• _TASK_: Select, from the material below, each line with "main" in it.

[Start of section]

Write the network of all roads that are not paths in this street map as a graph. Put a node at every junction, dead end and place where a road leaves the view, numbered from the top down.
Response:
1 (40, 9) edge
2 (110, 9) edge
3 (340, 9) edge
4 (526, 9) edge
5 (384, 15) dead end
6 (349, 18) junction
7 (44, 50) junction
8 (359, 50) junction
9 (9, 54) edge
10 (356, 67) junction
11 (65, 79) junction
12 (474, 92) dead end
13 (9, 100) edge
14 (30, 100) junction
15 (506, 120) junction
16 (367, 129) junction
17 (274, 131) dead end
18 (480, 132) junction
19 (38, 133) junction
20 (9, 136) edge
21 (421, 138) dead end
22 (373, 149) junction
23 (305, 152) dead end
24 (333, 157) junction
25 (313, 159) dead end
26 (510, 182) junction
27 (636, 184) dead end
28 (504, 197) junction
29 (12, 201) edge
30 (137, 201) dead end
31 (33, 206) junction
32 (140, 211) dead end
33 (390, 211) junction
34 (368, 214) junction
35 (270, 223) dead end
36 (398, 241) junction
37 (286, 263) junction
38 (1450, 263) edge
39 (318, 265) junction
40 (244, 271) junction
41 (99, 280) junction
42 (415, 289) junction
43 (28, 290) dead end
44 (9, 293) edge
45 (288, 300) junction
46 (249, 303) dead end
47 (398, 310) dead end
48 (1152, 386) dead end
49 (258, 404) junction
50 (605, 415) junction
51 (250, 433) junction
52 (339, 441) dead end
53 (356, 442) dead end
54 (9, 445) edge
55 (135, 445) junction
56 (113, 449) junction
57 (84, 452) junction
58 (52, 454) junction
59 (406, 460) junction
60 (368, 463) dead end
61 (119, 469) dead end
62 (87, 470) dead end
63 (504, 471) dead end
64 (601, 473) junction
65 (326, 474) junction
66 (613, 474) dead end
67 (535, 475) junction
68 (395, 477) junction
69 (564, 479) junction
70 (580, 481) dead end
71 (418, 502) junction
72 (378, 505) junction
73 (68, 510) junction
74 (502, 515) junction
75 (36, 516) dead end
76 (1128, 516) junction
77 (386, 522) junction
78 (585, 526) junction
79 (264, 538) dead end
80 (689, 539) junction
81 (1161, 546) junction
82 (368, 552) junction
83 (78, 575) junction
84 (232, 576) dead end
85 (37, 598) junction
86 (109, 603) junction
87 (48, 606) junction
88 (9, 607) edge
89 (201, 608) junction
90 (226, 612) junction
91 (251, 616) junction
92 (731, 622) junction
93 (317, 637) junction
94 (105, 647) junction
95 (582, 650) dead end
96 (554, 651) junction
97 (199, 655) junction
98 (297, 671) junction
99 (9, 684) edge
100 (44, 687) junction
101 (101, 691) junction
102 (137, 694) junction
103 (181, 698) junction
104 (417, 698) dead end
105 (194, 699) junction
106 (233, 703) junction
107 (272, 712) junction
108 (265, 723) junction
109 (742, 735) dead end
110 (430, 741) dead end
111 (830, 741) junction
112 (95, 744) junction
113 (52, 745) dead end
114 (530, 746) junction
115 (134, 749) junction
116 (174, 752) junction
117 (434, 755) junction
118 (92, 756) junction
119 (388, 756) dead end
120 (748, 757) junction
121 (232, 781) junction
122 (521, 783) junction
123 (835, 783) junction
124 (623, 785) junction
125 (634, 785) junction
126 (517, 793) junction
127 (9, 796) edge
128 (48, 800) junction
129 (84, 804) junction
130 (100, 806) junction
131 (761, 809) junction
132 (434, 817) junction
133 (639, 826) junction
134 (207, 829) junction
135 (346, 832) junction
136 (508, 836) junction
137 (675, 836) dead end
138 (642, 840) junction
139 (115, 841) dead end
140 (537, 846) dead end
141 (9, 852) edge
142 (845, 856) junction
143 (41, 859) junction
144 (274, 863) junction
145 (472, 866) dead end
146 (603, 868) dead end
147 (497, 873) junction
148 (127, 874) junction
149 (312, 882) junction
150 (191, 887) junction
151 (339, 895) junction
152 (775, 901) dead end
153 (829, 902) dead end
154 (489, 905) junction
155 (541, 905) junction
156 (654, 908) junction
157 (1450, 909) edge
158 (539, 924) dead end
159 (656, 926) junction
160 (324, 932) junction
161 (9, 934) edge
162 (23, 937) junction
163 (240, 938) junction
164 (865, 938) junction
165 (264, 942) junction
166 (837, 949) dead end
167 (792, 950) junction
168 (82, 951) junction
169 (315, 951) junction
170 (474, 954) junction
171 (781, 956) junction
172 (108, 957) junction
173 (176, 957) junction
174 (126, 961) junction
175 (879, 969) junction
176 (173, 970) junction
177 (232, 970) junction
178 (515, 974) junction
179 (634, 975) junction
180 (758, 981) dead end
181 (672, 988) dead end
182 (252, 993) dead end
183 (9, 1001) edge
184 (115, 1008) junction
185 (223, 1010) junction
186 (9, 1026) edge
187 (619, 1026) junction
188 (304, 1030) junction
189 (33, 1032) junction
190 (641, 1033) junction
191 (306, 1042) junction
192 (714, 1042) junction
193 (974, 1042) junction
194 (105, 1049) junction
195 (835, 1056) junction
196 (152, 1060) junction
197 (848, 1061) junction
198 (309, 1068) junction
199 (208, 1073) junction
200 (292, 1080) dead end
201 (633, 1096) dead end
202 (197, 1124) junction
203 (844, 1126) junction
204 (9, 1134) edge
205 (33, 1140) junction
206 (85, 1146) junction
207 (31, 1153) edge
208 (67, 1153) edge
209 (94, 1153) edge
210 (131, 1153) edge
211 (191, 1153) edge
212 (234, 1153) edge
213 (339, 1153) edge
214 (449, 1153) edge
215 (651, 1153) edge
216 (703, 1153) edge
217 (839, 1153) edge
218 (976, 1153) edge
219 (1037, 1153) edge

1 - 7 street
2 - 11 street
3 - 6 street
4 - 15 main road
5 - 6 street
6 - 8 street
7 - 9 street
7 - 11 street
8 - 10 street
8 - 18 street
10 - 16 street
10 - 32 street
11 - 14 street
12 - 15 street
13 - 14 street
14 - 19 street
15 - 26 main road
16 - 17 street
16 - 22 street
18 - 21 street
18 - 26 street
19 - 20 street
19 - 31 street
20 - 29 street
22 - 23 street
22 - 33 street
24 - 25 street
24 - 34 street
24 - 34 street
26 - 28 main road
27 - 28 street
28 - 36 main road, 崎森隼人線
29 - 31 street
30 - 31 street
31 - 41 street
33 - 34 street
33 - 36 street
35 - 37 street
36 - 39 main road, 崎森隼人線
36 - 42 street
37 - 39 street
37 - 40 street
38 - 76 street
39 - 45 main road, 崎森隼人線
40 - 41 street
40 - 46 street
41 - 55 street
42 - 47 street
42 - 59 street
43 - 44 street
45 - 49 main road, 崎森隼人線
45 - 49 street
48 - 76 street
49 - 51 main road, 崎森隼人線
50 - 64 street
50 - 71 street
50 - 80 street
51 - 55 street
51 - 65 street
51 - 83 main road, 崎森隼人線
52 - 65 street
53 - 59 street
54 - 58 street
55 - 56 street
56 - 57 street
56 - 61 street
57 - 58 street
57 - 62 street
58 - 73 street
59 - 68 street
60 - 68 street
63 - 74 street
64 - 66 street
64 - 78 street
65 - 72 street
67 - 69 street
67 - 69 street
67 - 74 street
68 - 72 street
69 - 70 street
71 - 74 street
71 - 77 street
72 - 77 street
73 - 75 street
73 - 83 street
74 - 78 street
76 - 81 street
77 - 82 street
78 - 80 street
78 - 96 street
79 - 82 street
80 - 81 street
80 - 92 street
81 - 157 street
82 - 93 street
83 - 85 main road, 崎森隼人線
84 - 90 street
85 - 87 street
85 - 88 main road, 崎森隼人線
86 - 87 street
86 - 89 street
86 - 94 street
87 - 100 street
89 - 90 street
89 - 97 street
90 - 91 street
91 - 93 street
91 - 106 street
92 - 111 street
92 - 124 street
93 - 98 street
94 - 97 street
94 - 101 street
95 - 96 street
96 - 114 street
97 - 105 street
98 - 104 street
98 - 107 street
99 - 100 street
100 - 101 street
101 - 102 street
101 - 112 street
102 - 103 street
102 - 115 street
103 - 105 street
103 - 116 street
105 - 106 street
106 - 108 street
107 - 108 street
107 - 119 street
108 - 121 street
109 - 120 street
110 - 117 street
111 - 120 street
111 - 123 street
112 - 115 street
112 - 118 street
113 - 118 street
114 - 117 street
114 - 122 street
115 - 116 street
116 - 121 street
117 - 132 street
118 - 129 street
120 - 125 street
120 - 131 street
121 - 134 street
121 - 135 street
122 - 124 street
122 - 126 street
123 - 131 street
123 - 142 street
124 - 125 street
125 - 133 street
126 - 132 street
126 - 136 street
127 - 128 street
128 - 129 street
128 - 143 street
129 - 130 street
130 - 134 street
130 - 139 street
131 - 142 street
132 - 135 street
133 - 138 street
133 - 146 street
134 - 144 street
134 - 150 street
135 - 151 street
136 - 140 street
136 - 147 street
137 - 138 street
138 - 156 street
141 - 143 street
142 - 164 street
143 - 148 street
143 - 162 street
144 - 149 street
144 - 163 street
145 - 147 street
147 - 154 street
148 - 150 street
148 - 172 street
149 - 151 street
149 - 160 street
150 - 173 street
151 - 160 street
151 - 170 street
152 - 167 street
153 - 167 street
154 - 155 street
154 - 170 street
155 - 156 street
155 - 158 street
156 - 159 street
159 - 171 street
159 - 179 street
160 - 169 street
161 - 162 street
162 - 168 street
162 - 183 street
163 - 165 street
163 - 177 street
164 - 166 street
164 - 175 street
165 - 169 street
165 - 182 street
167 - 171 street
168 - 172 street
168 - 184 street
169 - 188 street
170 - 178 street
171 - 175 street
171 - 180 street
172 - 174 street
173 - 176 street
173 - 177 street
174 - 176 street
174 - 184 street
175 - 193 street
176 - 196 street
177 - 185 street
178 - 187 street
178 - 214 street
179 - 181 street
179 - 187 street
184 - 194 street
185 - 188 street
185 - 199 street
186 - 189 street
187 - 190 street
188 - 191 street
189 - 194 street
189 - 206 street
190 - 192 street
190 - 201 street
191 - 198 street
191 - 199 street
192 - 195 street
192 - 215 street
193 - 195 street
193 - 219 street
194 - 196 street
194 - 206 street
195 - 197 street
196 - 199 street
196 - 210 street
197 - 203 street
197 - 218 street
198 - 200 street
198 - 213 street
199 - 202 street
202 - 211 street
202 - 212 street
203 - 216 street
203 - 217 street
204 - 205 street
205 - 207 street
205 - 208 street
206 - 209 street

[End of section]

• _ANSWER BELOW_:
4 - 15 main road
15 - 26 main road
26 - 28 main road
28 - 36 main road, 崎森隼人線
36 - 39 main road, 崎森隼人線
39 - 45 main road, 崎森隼人線
45 - 49 main road, 崎森隼人線
49 - 51 main road, 崎森隼人線
51 - 83 main road, 崎森隼人線
83 - 85 main road, 崎森隼人線
85 - 88 main road, 崎森隼人線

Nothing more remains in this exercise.